Мы с Сесиль тоже играли в эту игру. Но сегодня вечером игра закончится.
Не лучший конец для романа, полного чувств.
Я уже не первый месяц искал верные слова, чтобы написать в нем последние строчки. И вынужден был смириться: хеппи-энда не получалось.
Какое-то время я любил Сесиль. Потом я стал любить нашу с ней историю любви. Мне нравилось играть в Солаля, который нарушает закон, испытывая чувство вины. Но исчерпались и эти чувства, и мне стало невыносимо видеть, как страдает Сесиль. Ведь на самом деле я не был Солалем, у меня не было ни его отваги, ни его жестокости.
Сегодня вечером я поговорю с Сесиль. Скажу ей: «Давай все изменим. Порыв, который нес нас в будущее, исчез. Остались нежность, милые сердцу воспоминания о трудных или радостных минутах. Мы давно с тобой стали друзьями, но не хотим этого признать. И если честно, меня держит совсем не благородное чувство: я боюсь увидеть тебя счастливой с другим. Согласись, это очень эгоистично и глупо…»
Так я начну. А потом, как у меня всегда бывает, слова польются сами.
Мучительнее всего для меня в моем решении то, что я не знаю: какая из причин для разрыва для меня главная. Религиозная? То, что Сесиль не еврейка? Поначалу для меня это было серьезным стимулом, я ринулся на завоевание. А теперь? Неужели главная причина для разрыва?
Нет. У меня прошла влюбленность, в этом все дело. Я люблю быть с Сесиль, мне нравится, как она на меня смотрит, я люблю ее белоснежную кожу, нежные губы. Она такая ласковая и так уверенно смотрит в будущее. Мне нравится идти с ней рядом, я горжусь ее такой французской красотой, которая избавила бы меня от трудных потуг прижиться в чужеродном обществе.

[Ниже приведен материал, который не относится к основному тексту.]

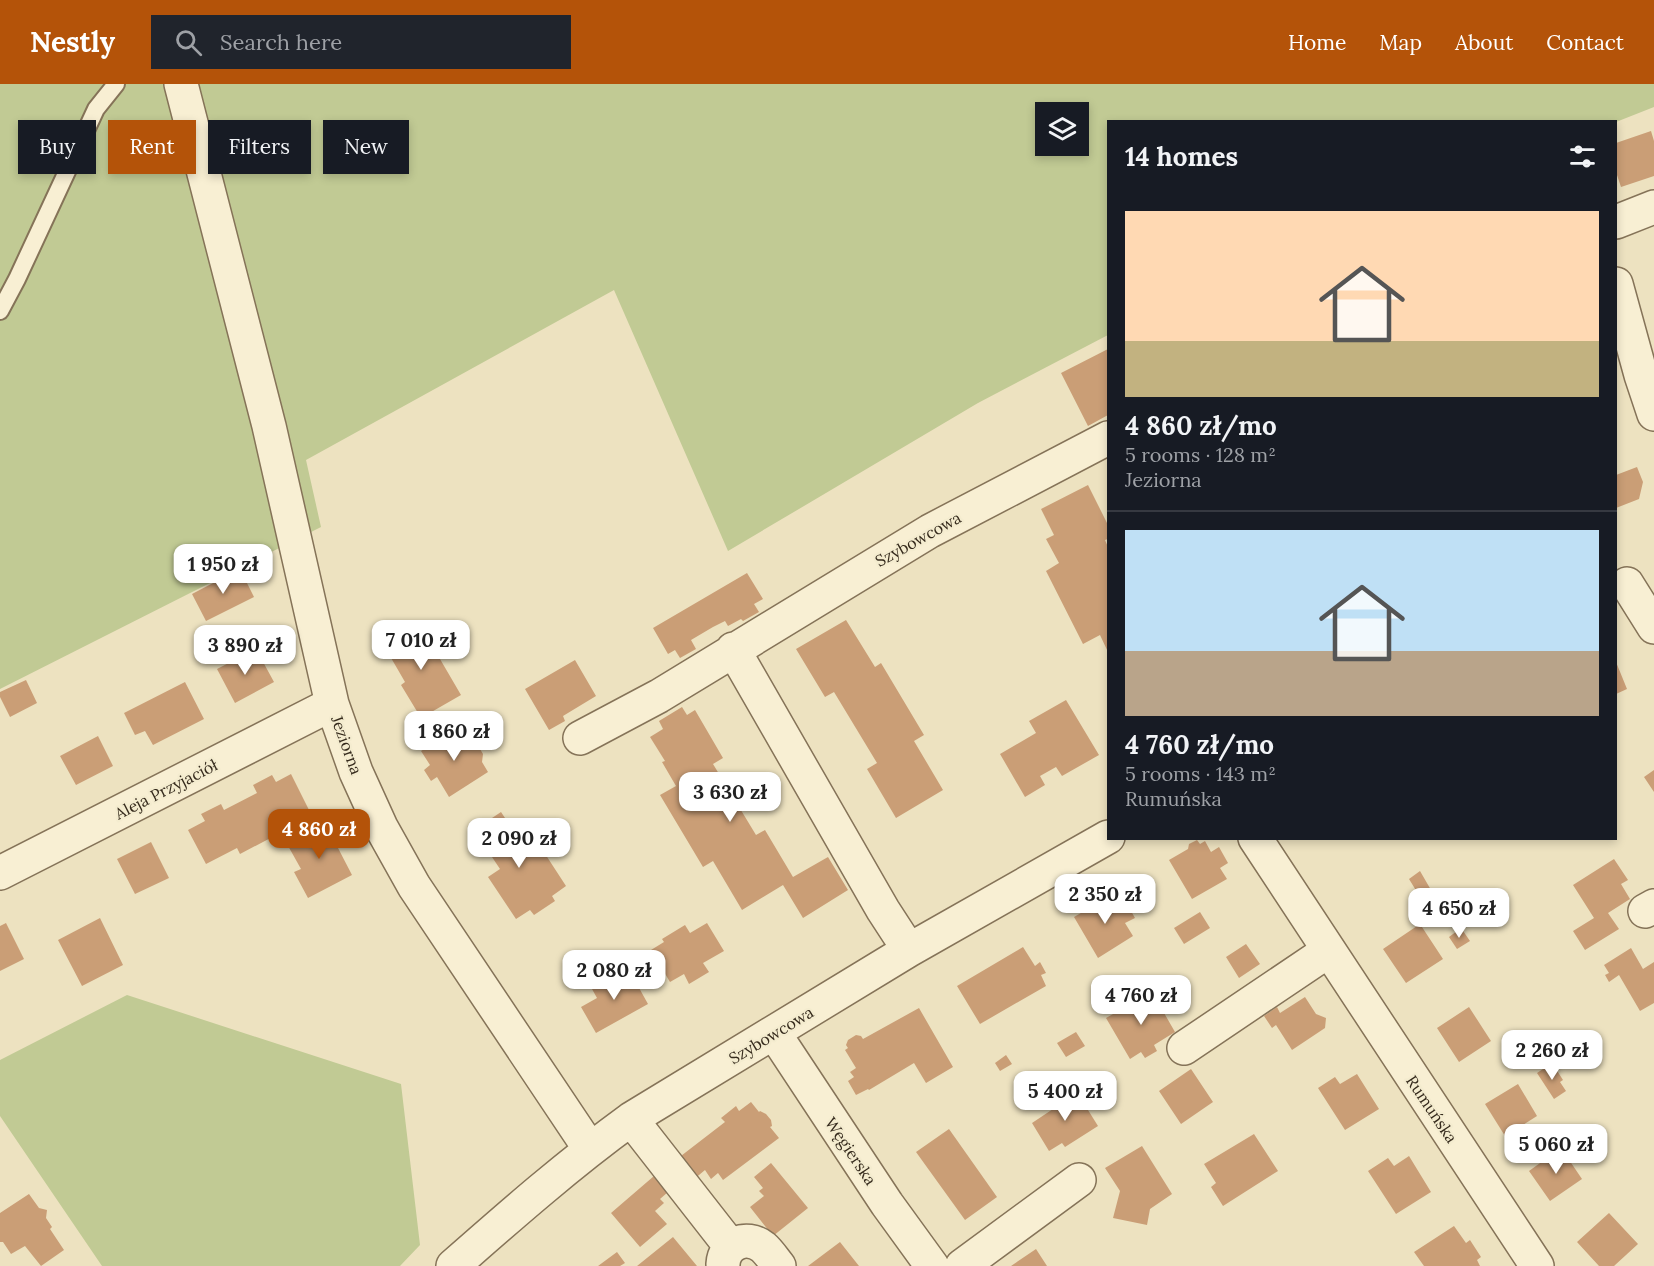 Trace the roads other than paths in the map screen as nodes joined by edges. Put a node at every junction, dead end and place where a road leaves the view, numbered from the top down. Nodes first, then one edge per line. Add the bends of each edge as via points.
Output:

Я мог бы вплыть в это облако и расположиться, как на пуховой перине, на всю жизнь.
Но я не хочу удобства! Не хочу слиться с окружающим, истаяв в любовной нежности… Без веры, без религии. Напротив, я хочу почувствовать составляющие моего естества, понять, что связывает меня с прошлым, найти нити, которые потянутся в будущее. Хочу чувствовать постоянное напряжение социума, чтобы неустанно работал мозг. Уверен ли я, что непременно добьюсь успеха? Нет, не уверен. Пока я только нащупываю слова, стараясь выразить свои мысли, ищу себе оправданий, корю себя, обвиняю, защищаюсь… Но я точно знаю, что мне необходимо оборвать то, что стало прошлым, и трудиться над возможностями для совершенно иного будущего.